July 30, 2015 | By Simon

Due to the ability to create functional and fully-customized products for very low cost compared to traditional manufacturing methods, it’s no surprise that additive manufacturing has dramatically disrupted the prosthetics industry.  

However, with over 50,000 children in the U.S. and more than 500,000 children worldwide who suffer from rare diseases and conditions that prevent them from using their arms, it’s become quite clear that there is also a need for 3D printed exoskeletons that can help aide these children in maintaining as much function as possible in their arms.  

Among others who have been focused on making 3D printed exoskeletons a reality for tens of thousands of children is Magic Arms, a Minnesota-based nonprofit that was founded by Eric Jenson, owner of Jenson Studios.

Inspired by Emma, a 3-year-old girl who had difficulty lifting her arms without the aide of supports, Jenson’s Magic Arms is the result of some “very smart people to take assistive technology where it’s never been.”

Previously, Emma had been using her arms with the aid of a stationary, metal robotic exoskeleton called the WREX.  Although the robot worked as intended, it was clear that Emma would be more comfortable in a lightweight solution that allowed her to use her arms without holding her energy back.

Now, Jenson and his small team want to optimize the design to make it even cheaper and more accessible for more users worldwide - and they’re starting with an Indiegogo campaign.   

“We founded Magic Arms to bring a life-changing 3D-printed exoskeleton to these children so they can do what was once impossible, like hugging their parents, brushing their teeth, feeding themselves, or just playing a game,” explains Jenson.

“This technology works and has changed children’s lives, but it is not yet accessible to many children. We need your help to set up care centers so children can get their own Magic Arms and fulfill our waiting list of over 200 children. Our stretch goals will fund a redesign of our exoskeleton and bring Magic Arms to kids who do not have access to health care.”

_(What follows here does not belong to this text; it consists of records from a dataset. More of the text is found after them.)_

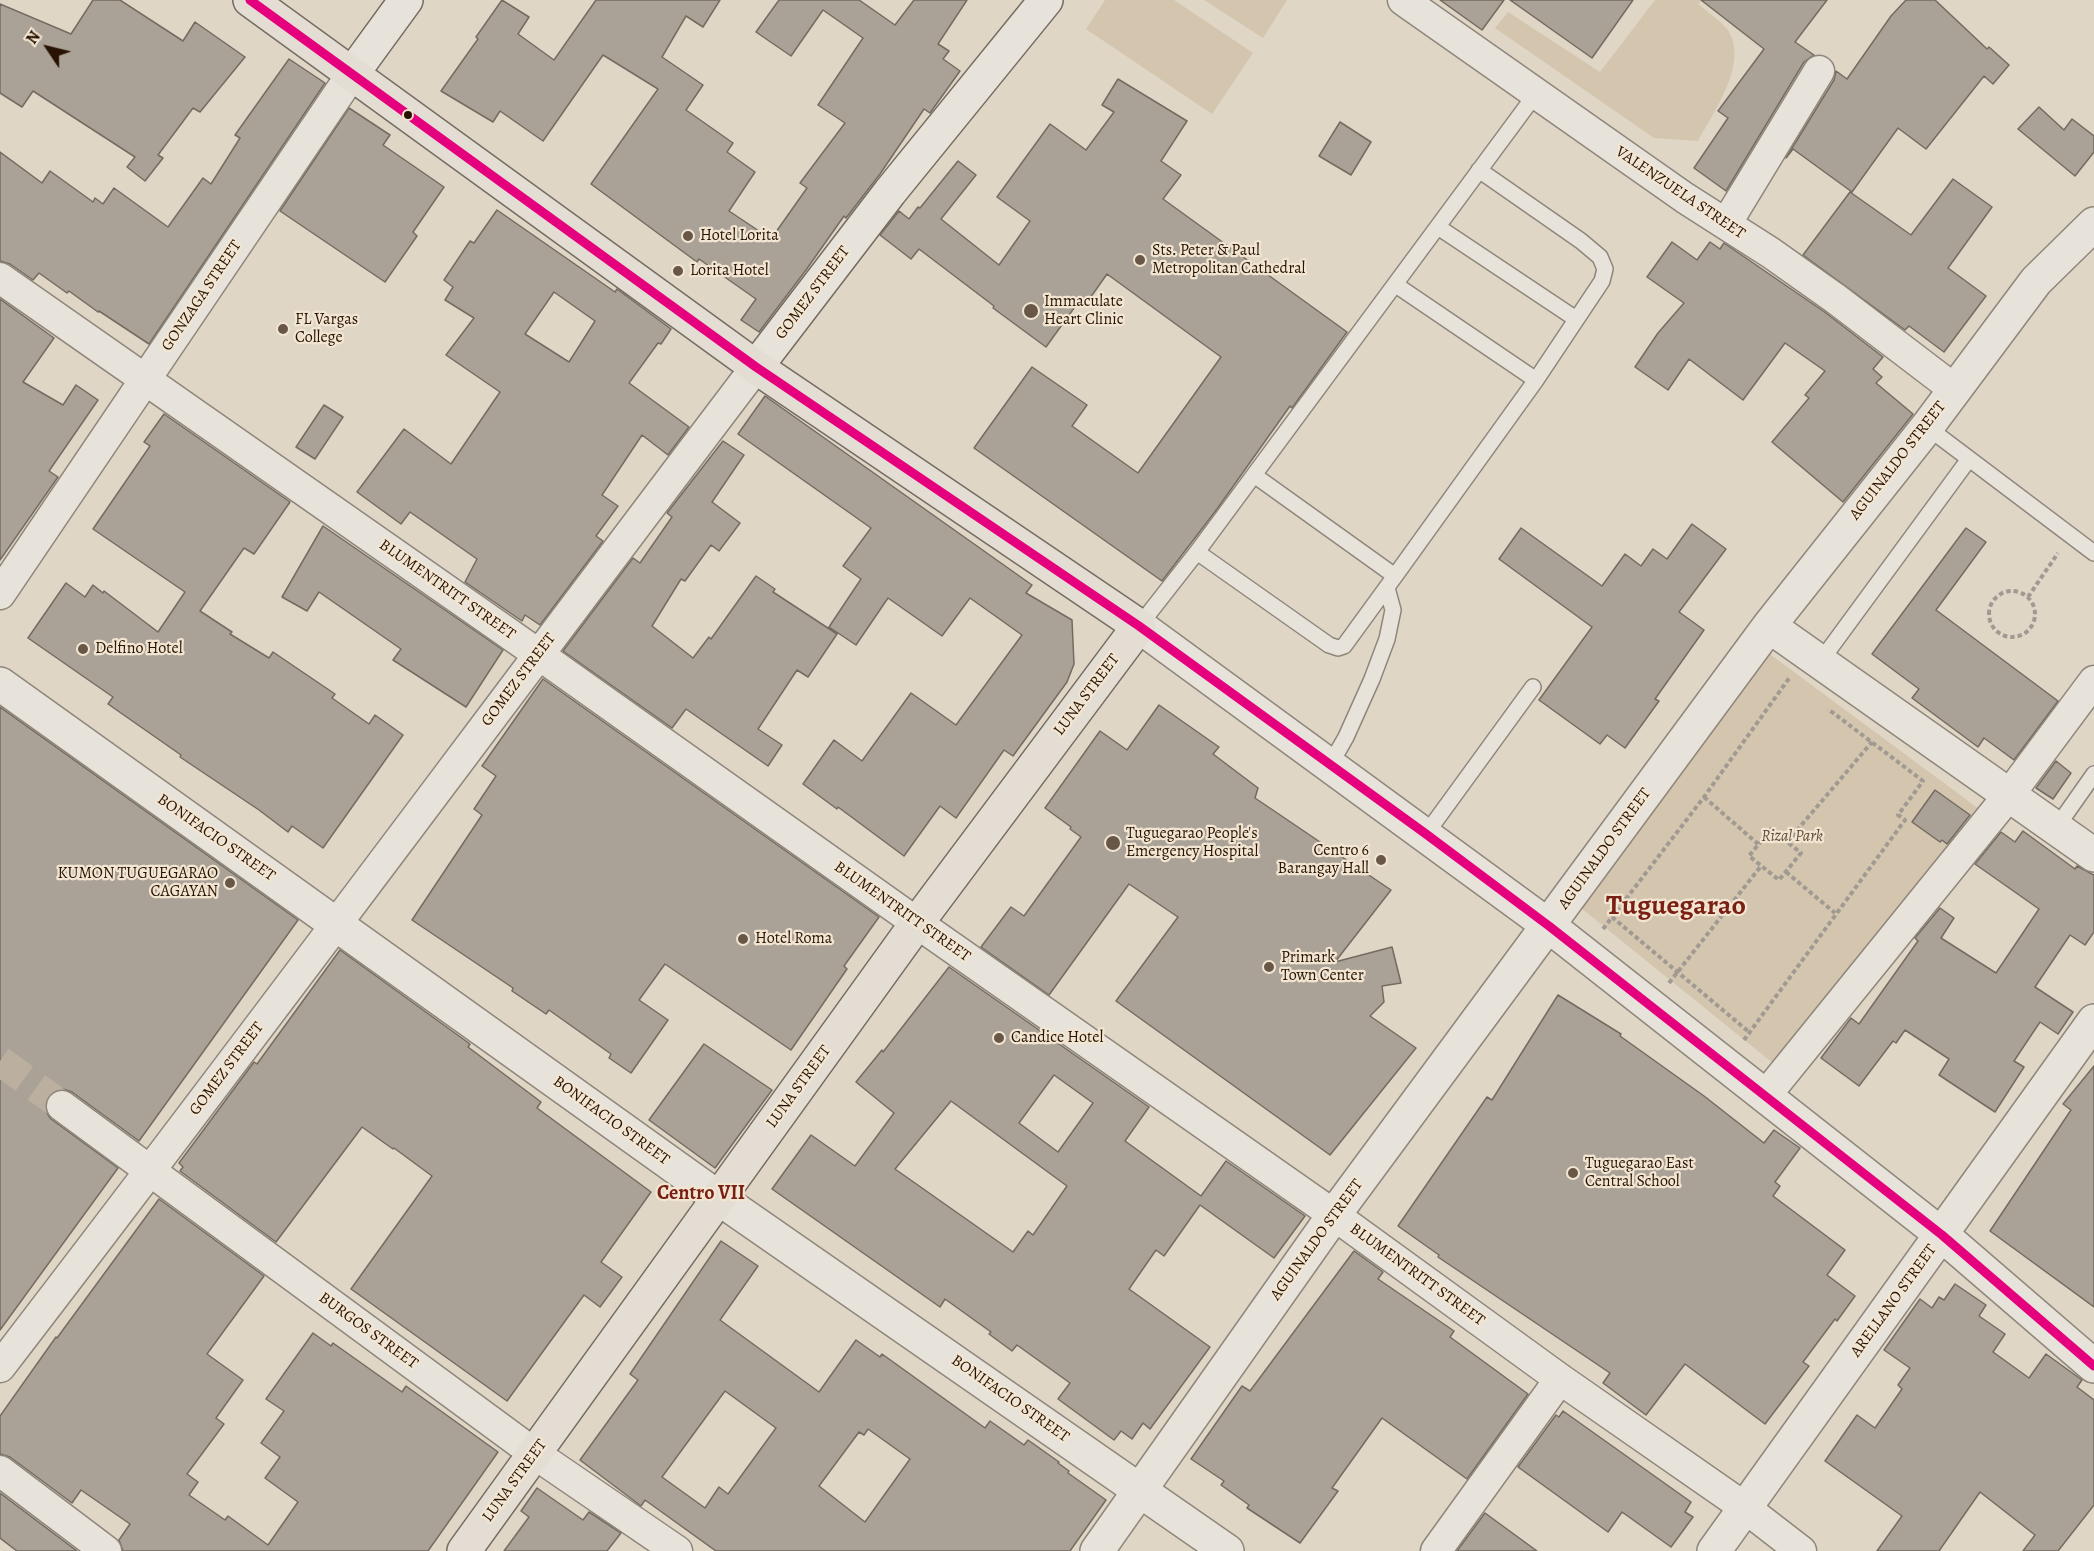 <!DOCTYPE html>
<style>
body{margin:0}
#map{position:relative;width:2094px;height:1551px;overflow:hidden;background:#e0d6c6;font-family:Alegreya,serif}
canvas{display:block}
.north{position:absolute;left:18px;top:18px;width:60px;height:60px;-webkit-text-stroke:4px #f2e6d3;paint-order:stroke;rotate:305deg;font-size:16px;font-weight:700;line-height:24px;text-align:center;color:#281201}
.north::after{content:'';display:block;margin:auto;width:21px;height:27px;background:#281201;clip-path:polygon(50% 0,100% 100%,50% 72%,0 100%)}
</style>
<div id="map">
<canvas width="2094" height="1551"></canvas>
<div class="north">N</div>
</div>
<script>
const ctx = document.querySelector('canvas').getContext('2d');
ctx.lineJoin = 'round';
function fill(path, color) { ctx.fillStyle = color; ctx.fill(path, 'evenodd'); }
function trace(path, color, width, dash) { ctx.strokeStyle = color; ctx.lineWidth = width; ctx.lineCap = dash ? 'butt' : 'round'; ctx.setLineDash(dash || []); ctx.stroke(path); }
function write(font, color, halo, rows, align = 'center') {
  ctx.font = font + ' Alegreya,serif'; ctx.lineWidth = 4.5; ctx.setLineDash([]); ctx.textBaseline = 'middle'; ctx.strokeStyle = halo; ctx.fillStyle = color; for (const [text, x, y, turn = 0] of rows) {
    ctx.save(); ctx.translate(x, y); ctx.rotate((+turn || 0) * Math.PI / 180); ctx.textAlign = isNaN(turn) ? turn : align; if (halo) ctx.strokeText(text, 0, 0); ctx.fillText(text, 0, 0); ctx.restore();
  }
}
const green = new Path2D(`
 M1105 0H1174L1253 53 1212 114 1086 29Z
 M1204 0H1287L1263 38Z
 M1655 0H1702L1698 4C1707 12 1720 20 1727 29 1750 61 1714 112 1698 141L1654 138 1495 28 1508 12 1600 72Z
 M1767 652 1979 809 1774 1064 1581 908Z`);
const building = new Path2D(`
 M93 0H120L183 41 195 22 245 57 200 112 193 108 158 155 163 158 145 181 127 167 135 157 33 91 22 107 0 93V4L71 34Z
 M502 0 529 17 518 34 554 60 596 0H720L703 27 686 16 662 57 703 85 686 110 733 143 727 152 755 172 729 211 771 239 807 188 800 183 845 123 818 105 863 38 823 10 791 56 756 32 779 0H859L895 25 914 0H967L938 44 949 51 943 59 960 71 930 113 924 109 880 174 846 218 844 216 806 270 759 332 741 320 756 299 699 259 697 262 591 184 658 89 603 55 543 141 500 111 493 122 441 91 478 39 476 37Z
 M1440 0H1504L1482 30Z
 M1510 0H1633L1592 58Z
 M1701 0H1827L1795 42 1814 55 1804 62 1726 191 1694 168 1728 118 1718 111 1764 49Z
 M1906 0H1935L1987 49 1989 47 2009 65 1993 84 1984 76 1926 149 1898 128 1852 192 1793 149 1786 158 1834 80 1836 71 1847 79 1891 16Z
 M289 59 325 83 149 344 99 311 98 312 69 291 67 293 39 273 33 280 10 264 0 261V152L42 183 50 171 93 202 95 198 103 204 114 188 168 227 203 178 211 184 240 138 235 135Z
 M1118 79 1187 121 1161 161 1181 175 1163 199 1347 332 1292 408 1290 406 1217 509 1162 581 974 448 1032 367 1087 405 1072 426 1138 473 1221 357 1107 274 1088 301 1082 297 1046 347 993 308 994 306 919 249 911 259 880 235 899 211 909 219 918 207 920 208 958 161 976 175 941 219 999 265 1030 221 997 197 1050 124 1086 150 1114 112 1102 105Z
 M2039 107 2064 130 2072 119 2094 136V152L2075 176 2018 129Z
 M349 108 390 135 383 145 444 187 413 232 417 236 385 282 280 211Z
 M1340 122 1371 142 1351 175 1319 156Z
 M1953 179 1992 207 1948 268 1986 296 1944 352 1909 326 1905 330 1803 255 1850 192 1911 235Z
 M497 210 615 292 617 289 671 329 661 344 658 343 629 383 689 427 668 455 642 435 602 495 618 506 596 536 603 541 540 625 525 615 522 621 465 582 477 559 410 512 401 524 357 492 404 429 451 464 500 392 446 355 474 318 445 300 453 287 444 280 470 241 474 243ZM554 292 595 321 569 362 525 334Z
 M1672 242 1697 260 1710 242 1720 249 1724 243 1826 313 1883 357 1873 369 1882 377 1876 383 1913 414 1843 502 1772 442 1809 398 1805 395 1825 371 1785 343 1743 400 1689 359 1668 390 1635 367 1658 333 1684 303 1647 277Z
 M0 299 54 338 23 382 63 405 76 385 98 400 49 471 58 477 0 560Z
 M765 396 1032 585 1026 593 1072 620 1074 664 1067 682 1013 756 1004 750 956 818 940 806 904 856 838 807 837 809 803 784 834 740 862 761 911 693 956 725 1022 635 970 598 942 636 888 598 856 645 829 627 861 579 843 566 871 528 738 434Z
 M324 405 343 417 315 459 296 447Z
 M164 414 290 502 254 554 244 548 200 611 232 632 230 634 269 658 273 652 335 694 332 698 369 724 375 715 403 735 323 848 292 826 288 832 259 810 180 757 181 755 108 704 113 697 28 638 66 583 85 597 93 585 103 593 104 591 158 632 185 592 93 529 150 446 144 442Z
 M723 441 744 455 712 502 740 523 719 551 711 545 685 581 681 579 652 626 693 658 709 637 711 639 756 576 775 589 773 592 837 634 808 677 797 670 758 729 782 745 768 766 686 709 672 728 563 651 633 558 640 563 672 517 667 513Z
 M1692 524 1726 549 1679 612 1704 630 1655 699 1659 701 1625 748 1607 735 1600 744 1539 700 1592 627 1499 559 1521 528 1602 586 1625 554 1641 566 1653 549 1667 559Z
 M323 526 503 650 466 707 393 660 401 649 319 592 307 611 282 597Z
 M1966 528 1986 542 1936 610 2058 701 2014 760 1984 738 1978 747 1912 698 1919 689 1872 654Z
 M543 679 879 917 844 966 847 969 791 1050 665 964 639 1000 668 1020 631 1073 609 1058 611 1054 549 1010 546 1014 512 991 513 988 412 920 482 815 474 809 496 776 482 766Z
 M1159 705 1219 747 1213 754 1258 788 1255 798 1391 890 1335 962 1392 947 1401 983 1382 986 1384 1002 1370 1016 1416 1048 1330 1155 1116 1001 1178 917 1129 884 1049 995 981 947 1011 907 1024 916 1081 837 1070 829 1071 827 1045 808 1100 731 1127 750Z
 M0 707 298 920 139 1141 72 1092 63 1089 56 1090 48 1096 45 1105 46 1112 51 1119 118 1168 0 1330Z
 M2056 761 2071 773 2053 799 2036 788Z
 M1935 790 1970 815 1947 844 1942 840 1940 842 1912 822Z
 M2023 831 2075 869 2077 866 2094 875V932L2085 945 2070 935 2035 987 2073 1012 2058 1034 2040 1022 2014 1061 2024 1067 1995 1112 1939 1075 1949 1059 1905 1030 1896 1043 1893 1041 1859 1086 1821 1058 1851 1018 1859 1024 1918 941 1915 938 1940 908 1954 918 1941 938 1996 973 2039 909 1975 864 2001 832 2015 842Z
 M340 950 470 1044 468 1047 541 1102 537 1108 651 1192 601 1262 622 1277 600 1307 584 1295 507 1401 351 1289 432 1176 394 1148 393 1149 362 1127 276 1242 180 1171 183 1167 179 1163 254 1062 257 1064Z
 M949 967 1149 1107 1125 1141 1201 1196 1226 1161 1305 1216 1274 1258 1200 1205 1164 1256 1156 1250 1129 1289 1210 1347 1150 1429 1143 1423 1132 1439 1121 1431 1114 1440 1058 1399 1070 1383 1017 1345 1012 1351 989 1334 991 1332 945 1299 940 1307 772 1189 811 1135 855 1166 894 1113 856 1082 882 1050 883 1052ZM1054 1075 1093 1103 1058 1152 1019 1123ZM951 1101 1067 1186 1033 1235 1028 1231 1013 1252 895 1169Z
 M1558 995 1621 1034 1620 1036 1704 1096 1764 1143 1774 1130 1800 1148 1775 1182 1780 1186 1773 1196 1845 1250 1827 1275 1855 1296 1837 1321 1835 1319 1803 1362 1809 1366 1765 1424 1685 1364 1646 1415 1603 1383 1610 1373 1438 1257 1439 1255 1398 1226 1487 1097 1492 1100Z
 M704 1044 772 1090 715 1168 649 1120Z
 M2094 1066V1307L1990 1231 2071 1110 2063 1104Z
 M159 1199 264 1276 207 1354 243 1380 216 1418 224 1424 187 1474 198 1482 189 1495 225 1520 228 1516 268 1545 298 1502 265 1478 280 1457 261 1443 284 1411 266 1399 313 1333 331 1346 333 1343 402 1392 406 1386 498 1452 428 1551H123L119 1540 130 1524 81 1490 72 1503 10 1457 0 1454V1416L56 1337 57 1338Z
 M721 1241 758 1266 720 1320 819 1392 856 1340 880 1357 882 1354 985 1428 990 1421 1024 1445 1028 1440 1059 1462 1058 1463 1069 1471 1068 1473 1106 1500 1070 1551H716L645 1500 641 1506 580 1460 638 1380 630 1374ZM725 1391 776 1428 728 1494 719 1487 705 1508 662 1477ZM868 1429 910 1459 865 1522 819 1486 859 1432 864 1435Z
 M1354 1251 1383 1272 1378 1279 1454 1331 1450 1337 1528 1394 1467 1479 1382 1418 1332 1488 1338 1491 1300 1543 1247 1508 1249 1505 1221 1485 1224 1481 1191 1459 1242 1386 1250 1391Z
 M1955 1284 1986 1305 1979 1316 2005 1334 1993 1352 2029 1378 2046 1354 2082 1380 2077 1387 2094 1400V1505L2058 1551H2023L2035 1535 1980 1492 1939 1551H1877L1902 1516 1825 1461 1857 1415 1875 1428 1902 1389 1898 1385 1910 1368 1884 1350 1920 1299 1932 1308 1939 1297 1944 1300Z
 M1563 1411 1691 1502 1685 1512 1693 1517 1671 1547 1622 1512 1608 1532 1518 1467 1556 1415 1559 1417Z
 M537 1488 583 1520 589 1512 621 1533 607 1551H504L529 1517 521 1511Z
 M0 1493 77 1551H17L0 1538Z
 M1485 1513 1537 1551H1457Z`);
const minorTunnel = new Path2D(`
 M0 1061 62 1106`);
const path = new Path2D(`
 M1989 614a23 23 0 1 1 46 0a23 23 0 1 1-46 0Z
 M2028 597 2058 553
 M1704 797 1758 844
 M1771 829 1801 853 1779 880 1749 856Z
 M1787 842 1872 742
 M1786 872 1835 913
 M1612 917 1749 1032
 M1603 929 1704 797 1790 677
 M1669 983 1761 866
 M1744 1040 1905 820 1898 815 1923 781 1828 709`);
const service = new Path2D(`
 M1438 227 1576 319
 M1396 285 1536 380
 M1927 427 2094 553
 M1197 552 1329 645 1338 648 1344 646 1395 576 1254 475
 M1395 576 1536 380 1602 281 1605 269 1600 257 1581 241 1479 170
 M1139 626 1197 552 1535 95
 M1820 662 1969 459
 M1330 765 1346 737 1372 679 1387 639 1393 610 1387 588
 M2056 828 2094 774
 M1426 834 1533 687`);
const minor = new Path2D(`
 M1403 0 1685 198 1771 253 1836 299 1954 389
 M1726 224 1819 71
 M0 278 538 654 917 923 1334 1215 1560 1379 1744 1507 1801 1551
 M0 594 352 74
 M1766 1095 2009 795 2094 681
 M62 1106 535 1454 677 1551
 M0 1367C255 1036 503 700 756 367
 M0 1471 106 1551
 M1436 1551 1560 1379`);
const tertiary = new Path2D(`
 M1139 626 1549 926 1942 1235 2094 1366
 M1769 626 2094 855
 M0 684 720 1199 1227 1551
 M1097 1551 1334 1215 1769 626 1927 427 2036 281 2094 224
 M1714 1551 2094 1021`);
const secondary = new Path2D(`
 M352 74 406 0
 M756 367 890 192 1046 0`);
const primary = new Path2D(`
 M250 0 756 367 1139 626 917 923 464 1551`);
const bus1 = new Path2D(`
 M250 0 756 367 1139 626 1426 834 1549 926 1942 1235 2094 1366`);
const markers = [
 [408,115,5,"#281201"],
 [688,236,6,"#685746"],
 [1140,260,6,"#685746"],
 [678,271,6,"#685746"],
 [1031,311,8,"#685746"],
 [283,329,6,"#685746"],
 [83,649,6,"#685746"],
 [1113,843,8,"#685746"],
 [1381,860,6,"#685746"],
 [230,883,6,"#685746"],
 [743,939,6,"#685746"],
 [1269,967,6,"#685746"],
 [999,1038,6,"#685746"],
 [1573,1173,6,"#685746"]
];
const streetNames = [
 ["VALENZUELA STREET",1680,193,34],
 ["GOMEZ STREET",813,293,-53],
 ["GONZAGA STREET",202,296,-56],
 ["AGUINALDO STREET",1898,461,-52],
 ["BLUMENTRITT STREET",447,590,35],
 ["GOMEZ STREET",519,680,-53],
 ["LUNA STREET",1087,695,-53],
 ["BONIFACIO STREET",216,838,35],
 ["AGUINALDO STREET",1605,849,-54],
 ["BLUMENTRITT STREET",902,912,35],
 ["GOMEZ STREET",227,1069,-53],
 ["LUNA STREET",799,1087,-54],
 ["BONIFACIO STREET",611,1121,36],
 ["AGUINALDO STREET",1317,1240,-54],
 ["BLUMENTRITT STREET",1417,1275,36],
 ["ARELLANO STREET",1894,1301,-54],
 ["BURGOS STREET",368,1331,36],
 ["BONIFACIO STREET",1010,1399,35],
 ["LUNA STREET",515,1481,-54]
];
const poiNames = [
 ["Hotel Lorita",700,236],
 ["Sts. Peter & Paul",1152,251],
 ["Metropolitan Cathedral",1152,269],
 ["Lorita Hotel",690,271],
 ["Immaculate",1044,302],
 ["Heart Clinic",1044,320],
 ["FL Vargas",295,320],
 ["College",295,338],
 ["Delfino Hotel",95,649],
 ["Tuguegarao People's",1126,834],
 ["Emergency Hospital",1126,852],
 ["Centro 6",1369,851,"right"],
 ["Barangay Hall",1369,869,"right"],
 ["KUMON TUGUEGARAO",218,874,"right"],
 ["CAGAYAN",218,892,"right"],
 ["Hotel Roma",755,939],
 ["Primark",1281,958],
 ["Town Center",1281,976],
 ["Candice Hotel",1011,1038],
 ["Tuguegarao East",1585,1164],
 ["Central School",1585,1182]
];
const parkNames = [
 ["Rizal Park",1792,837]
];
const quarterNames = [
 ["Centro VII",701,1194]
];
const townNames = [
 ["Tuguegarao",1676,907]
];
fill(green, '#d4c5ae');
fill(building, '#aba297');
trace(building, '#746b61', 1.5);
trace(minorTunnel, '#bbaf9f', 30, [30, 15]);
trace(service, '#8f867b', 18);
trace(minor, '#8f867b', 33);
trace(tertiary, '#8f867b', 36);
trace(secondary, '#746b61', 36);
trace(primary, '#746b61', 36);
trace(path, '#a19a93', 4, [4.5, 3]);
trace(service, '#e7e2da', 15);
trace(minor, '#e7e2da', 30);
trace(tertiary, '#e7e2da', 33);
trace(secondary, '#e7e2da', 33);
trace(primary, '#e3ddd3', 33);
trace(bus1, '#e5007d', 9);
for (const [x, y, r, color] of markers) { const dot = new Path2D(); dot.arc(x, y, r, 0, 2 * Math.PI); ctx.fillStyle = color; ctx.fill(dot); trace(dot, '#f2e6d3', 2); }
write('16px', '#281201', '#f2e6d3', streetNames);
write('16px', '#281201', '#f2e6d3', poiNames, 'left');
write('italic 16px', '#614c37', '#f2e6d3', parkNames);
write('bold 20px', '#7a1f14', '#f2e6d3', quarterNames);
write('bold 28px', '#7a1f14', '#f2e6d3', townNames);
</script>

According to Whitney Sample, a co-inventor of the device, the design allows for children and their families to not only customize it to their liking, but the 3D printed design allows modifications including sizing adjustments during various stages of growth to be created easily and cheaply.  

“The device supports and balances the weight of a child’s arms using a 3D-printed frame and resistance bands,” explains Sample.   

“Precision bearings in all joints of the device allow children to amplify their limited arm strength. As children grow, new parts can be printed or modified to meet each child’s unique needs.”

Currently, a Magic Arms orthotic costs approximately $7,000 to produce from initial measurements to 3D printing and ultimately, final fitting.  While this is already considerably cheaper than existing comparable devices, the team wants to make it even cheaper through an optimized redesign.

“The current device costs around $7,000 dollars to manufacture, assemble, and fit to a child,” explains the team.   

“Since this technology is so new, not many health insurance plans reimburse patients, leaving many families paying out of pocket. We hope to reduce the cost of the device by making it simpler to manufacture, assemble, and fit to a child while also improving the comfort and function. We are also working to educate health insurance providers so that the cost of the device can be reimbursed.”

Those interested in helping to support the organization can do so by heading over to their Indiegogo page.  Currently, the team has raised just over $7,000 of their $150,000 goal with over a month to go in their campaign.